O economista falou sobre o assunto nesta segunda-feira (9) em live do Portal Vermelho. Segundo Rocha, a noção de independência Banco Central se baseia em dois pressupostos: o de que existem decisões que devem ficar a cargo apenas de um corpo técnico especializado, sem passar pela opinião pública, e o de que a atividade de administração da moeda nacional é neutra.
“São duas ideias falsas. Primeiro, porque não existem decisões que sejam meramente técnicas no campo da economia. Toda decisão vai ter custos e benefícios que vão ser socialmente distribuídos de forma desigual e, portanto, têm que sofrer algum processo de escrutínio da opinião pública. O segundo ponto é que a administração monetária não é neutra, pode ser usada para diversos princípios. Por exemplo, o manuseio da taxa de câmbio e a relação que isso tem com a prática de política industrial”, afirmou.

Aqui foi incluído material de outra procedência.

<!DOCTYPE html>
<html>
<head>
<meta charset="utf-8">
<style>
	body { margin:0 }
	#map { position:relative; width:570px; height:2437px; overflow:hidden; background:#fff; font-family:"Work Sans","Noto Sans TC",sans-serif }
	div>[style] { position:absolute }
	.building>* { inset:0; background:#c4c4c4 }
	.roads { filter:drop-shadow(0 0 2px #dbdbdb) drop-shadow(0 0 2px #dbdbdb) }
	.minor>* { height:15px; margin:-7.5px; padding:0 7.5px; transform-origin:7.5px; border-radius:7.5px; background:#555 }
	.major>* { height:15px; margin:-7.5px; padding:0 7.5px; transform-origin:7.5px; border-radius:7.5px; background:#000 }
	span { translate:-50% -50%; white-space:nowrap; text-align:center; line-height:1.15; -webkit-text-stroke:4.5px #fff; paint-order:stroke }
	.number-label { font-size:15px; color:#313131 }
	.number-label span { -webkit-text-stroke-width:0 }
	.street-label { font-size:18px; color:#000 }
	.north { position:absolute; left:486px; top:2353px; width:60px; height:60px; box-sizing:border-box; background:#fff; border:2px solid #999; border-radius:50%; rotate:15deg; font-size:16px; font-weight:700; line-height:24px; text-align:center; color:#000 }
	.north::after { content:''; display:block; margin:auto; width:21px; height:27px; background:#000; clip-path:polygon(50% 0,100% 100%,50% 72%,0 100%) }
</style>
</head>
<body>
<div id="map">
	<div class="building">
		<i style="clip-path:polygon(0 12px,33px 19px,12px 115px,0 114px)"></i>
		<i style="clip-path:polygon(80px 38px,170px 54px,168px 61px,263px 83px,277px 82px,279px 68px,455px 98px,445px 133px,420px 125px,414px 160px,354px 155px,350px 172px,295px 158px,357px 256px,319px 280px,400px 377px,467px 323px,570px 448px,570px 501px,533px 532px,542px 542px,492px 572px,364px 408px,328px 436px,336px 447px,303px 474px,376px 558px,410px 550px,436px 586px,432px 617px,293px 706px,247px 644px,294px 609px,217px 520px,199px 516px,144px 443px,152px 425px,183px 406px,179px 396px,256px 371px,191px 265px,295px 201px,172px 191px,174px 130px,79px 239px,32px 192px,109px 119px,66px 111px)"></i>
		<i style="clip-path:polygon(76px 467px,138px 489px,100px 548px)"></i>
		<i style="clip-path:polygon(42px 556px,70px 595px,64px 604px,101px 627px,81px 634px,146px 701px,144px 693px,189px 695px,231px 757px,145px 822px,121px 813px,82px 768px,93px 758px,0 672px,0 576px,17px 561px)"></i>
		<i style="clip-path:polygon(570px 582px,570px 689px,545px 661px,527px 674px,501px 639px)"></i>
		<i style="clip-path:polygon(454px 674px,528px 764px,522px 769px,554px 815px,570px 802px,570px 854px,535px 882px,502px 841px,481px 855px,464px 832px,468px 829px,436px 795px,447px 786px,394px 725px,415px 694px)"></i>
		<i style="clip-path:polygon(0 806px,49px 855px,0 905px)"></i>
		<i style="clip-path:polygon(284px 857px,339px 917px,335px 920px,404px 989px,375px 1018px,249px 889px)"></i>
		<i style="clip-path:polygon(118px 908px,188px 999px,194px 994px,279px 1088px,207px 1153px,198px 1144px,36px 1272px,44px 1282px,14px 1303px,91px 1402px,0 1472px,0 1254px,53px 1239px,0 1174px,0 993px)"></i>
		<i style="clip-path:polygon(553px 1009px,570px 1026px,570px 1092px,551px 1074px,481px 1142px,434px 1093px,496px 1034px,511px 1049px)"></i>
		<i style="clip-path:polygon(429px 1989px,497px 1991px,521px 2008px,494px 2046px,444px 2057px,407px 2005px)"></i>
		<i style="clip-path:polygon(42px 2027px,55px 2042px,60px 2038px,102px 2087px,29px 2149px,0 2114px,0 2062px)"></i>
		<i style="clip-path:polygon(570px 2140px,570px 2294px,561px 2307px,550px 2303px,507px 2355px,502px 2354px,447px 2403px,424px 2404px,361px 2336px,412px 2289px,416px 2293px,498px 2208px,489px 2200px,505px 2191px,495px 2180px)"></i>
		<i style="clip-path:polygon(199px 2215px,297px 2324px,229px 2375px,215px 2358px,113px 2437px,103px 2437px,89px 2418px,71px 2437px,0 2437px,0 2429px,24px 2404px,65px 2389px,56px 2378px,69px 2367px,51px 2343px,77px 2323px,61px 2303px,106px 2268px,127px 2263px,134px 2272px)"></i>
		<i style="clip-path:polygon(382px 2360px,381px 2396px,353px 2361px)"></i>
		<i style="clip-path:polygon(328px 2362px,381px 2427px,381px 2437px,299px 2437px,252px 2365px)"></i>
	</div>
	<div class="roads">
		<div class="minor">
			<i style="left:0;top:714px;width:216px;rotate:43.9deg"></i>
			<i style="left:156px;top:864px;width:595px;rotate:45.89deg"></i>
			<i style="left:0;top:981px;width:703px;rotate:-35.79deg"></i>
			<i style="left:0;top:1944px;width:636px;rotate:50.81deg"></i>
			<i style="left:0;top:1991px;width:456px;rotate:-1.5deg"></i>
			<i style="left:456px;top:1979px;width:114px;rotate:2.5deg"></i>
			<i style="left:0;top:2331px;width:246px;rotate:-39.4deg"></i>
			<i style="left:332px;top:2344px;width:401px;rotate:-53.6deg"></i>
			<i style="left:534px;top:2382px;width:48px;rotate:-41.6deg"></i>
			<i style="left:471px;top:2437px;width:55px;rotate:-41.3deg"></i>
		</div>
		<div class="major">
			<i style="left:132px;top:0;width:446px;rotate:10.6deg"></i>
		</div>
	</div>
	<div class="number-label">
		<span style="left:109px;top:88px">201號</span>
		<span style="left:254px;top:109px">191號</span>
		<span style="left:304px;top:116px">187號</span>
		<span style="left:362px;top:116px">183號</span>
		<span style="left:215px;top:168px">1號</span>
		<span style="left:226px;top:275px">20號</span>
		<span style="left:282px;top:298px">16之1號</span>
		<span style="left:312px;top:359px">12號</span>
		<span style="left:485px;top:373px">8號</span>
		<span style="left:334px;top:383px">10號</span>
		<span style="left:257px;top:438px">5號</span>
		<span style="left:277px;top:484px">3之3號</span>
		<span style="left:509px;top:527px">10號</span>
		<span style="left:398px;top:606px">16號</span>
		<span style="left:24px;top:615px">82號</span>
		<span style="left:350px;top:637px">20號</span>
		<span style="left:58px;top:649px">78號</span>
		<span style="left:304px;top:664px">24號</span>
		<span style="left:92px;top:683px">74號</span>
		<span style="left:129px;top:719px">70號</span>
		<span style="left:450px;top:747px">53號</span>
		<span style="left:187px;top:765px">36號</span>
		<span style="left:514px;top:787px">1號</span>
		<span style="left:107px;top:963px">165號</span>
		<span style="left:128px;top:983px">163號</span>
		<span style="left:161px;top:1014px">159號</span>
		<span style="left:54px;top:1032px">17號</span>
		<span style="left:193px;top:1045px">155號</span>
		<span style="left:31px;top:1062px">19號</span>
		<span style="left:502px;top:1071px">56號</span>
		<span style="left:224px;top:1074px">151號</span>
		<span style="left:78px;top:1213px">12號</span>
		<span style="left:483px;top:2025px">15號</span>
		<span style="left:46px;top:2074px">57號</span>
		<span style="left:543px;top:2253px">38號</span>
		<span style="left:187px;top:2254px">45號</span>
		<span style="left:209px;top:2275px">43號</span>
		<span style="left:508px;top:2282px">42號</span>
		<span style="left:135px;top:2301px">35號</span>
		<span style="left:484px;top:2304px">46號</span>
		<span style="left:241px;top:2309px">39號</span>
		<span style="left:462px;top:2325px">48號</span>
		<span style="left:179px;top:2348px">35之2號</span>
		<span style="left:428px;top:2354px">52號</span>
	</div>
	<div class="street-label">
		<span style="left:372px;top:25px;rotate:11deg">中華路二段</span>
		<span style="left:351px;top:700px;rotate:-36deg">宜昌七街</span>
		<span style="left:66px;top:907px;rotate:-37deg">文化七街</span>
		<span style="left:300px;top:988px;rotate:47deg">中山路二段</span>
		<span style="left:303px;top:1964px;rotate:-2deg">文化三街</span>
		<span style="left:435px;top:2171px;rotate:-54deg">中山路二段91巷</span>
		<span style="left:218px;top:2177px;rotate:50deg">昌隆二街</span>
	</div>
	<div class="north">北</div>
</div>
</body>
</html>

O economista vê duas questões problemáticas no PLP 19, do senador Plínio Valério (PSDB-AM), que será analisado agora pela Câmara dos Deputados. A primeira é a descoordenação entre o mandato presidencial e o mandato de quatro ano previsto para o presidente do Banco Central. A outra é que as decisões sobre eventuais mudanças na presidência e diretoria da autarquia fiquem a cargo do Senado Federal.
Com relação aos mandatos não-coincidentes, Rocha afirma que um projeto eleito pelas urnas pode ficar inviabilizado a depender da orientação do presidente à frente do BC. “Você pode eleger um presidente com um viés mais desenvolvimentista, por exemplo, que queira aplicar uma política industrial, e essa prerrogativa foi lhe dada pelo exercício das urnas. Portanto, a ideia de se blindar um corpo técnico no exercício de uma política que interfere nas demais políticas sujeitas à opinião pública é uma coisa antidemocrática, para dizer o mínimo”, avaliou.
Ele acredita, ainda, que os mandatos descasados, com o presidente do BC nomeado pelo governo anterior comandando a autarquia por dois anos, seguidos de dois anos de comando do indicado pela gestão atual, pode levar a mudanças bruscas na política econômica.
Com relação ao fato de a decisão sobre eventuais demissões na cadeia de comando do Banco Central ficarem sujeitas ao aval do Senado, Rocha não considera a melhor opção do ponto de vista democrático. “Geralmente, uma certa combinação geral das preferências do eleitorado se expressa no Executivo, no cargo de presidente. A gente está em um sistema presidencialista. Então, tirar essa prerrogativa do presidente também é um processo um tanto questionável. Deveria ser discutido de forma mais ampla”, defendeu.
Apesar das ressalvas ao PLP 19/2019, o economista considera-o menos danoso que o PLP 112/2019, enviado ao Congresso pela equipe econômica do governo Bolsonaro no ano passado. A proposta da equipe de Paulo Guedes concede independência Banco Central, com autonomia técnica, administrativa e financeira, enquanto o outro projeto garante autonomia apenas na implementação da política monetária. No entanto, Rocha disse esperar que o tema seja melhor debatido na Câmara.
“O Senado, em termos econômicos, costuma ser um tanto mais conservador. Então, pode ser que na Câmara [o projeto] encontre mais obstáculos. O andamento foi um tanto corrido. Talvez, passada essa etapa do Senado, tenha mais atenção da sociedade civil à votação desse PL”, comentou.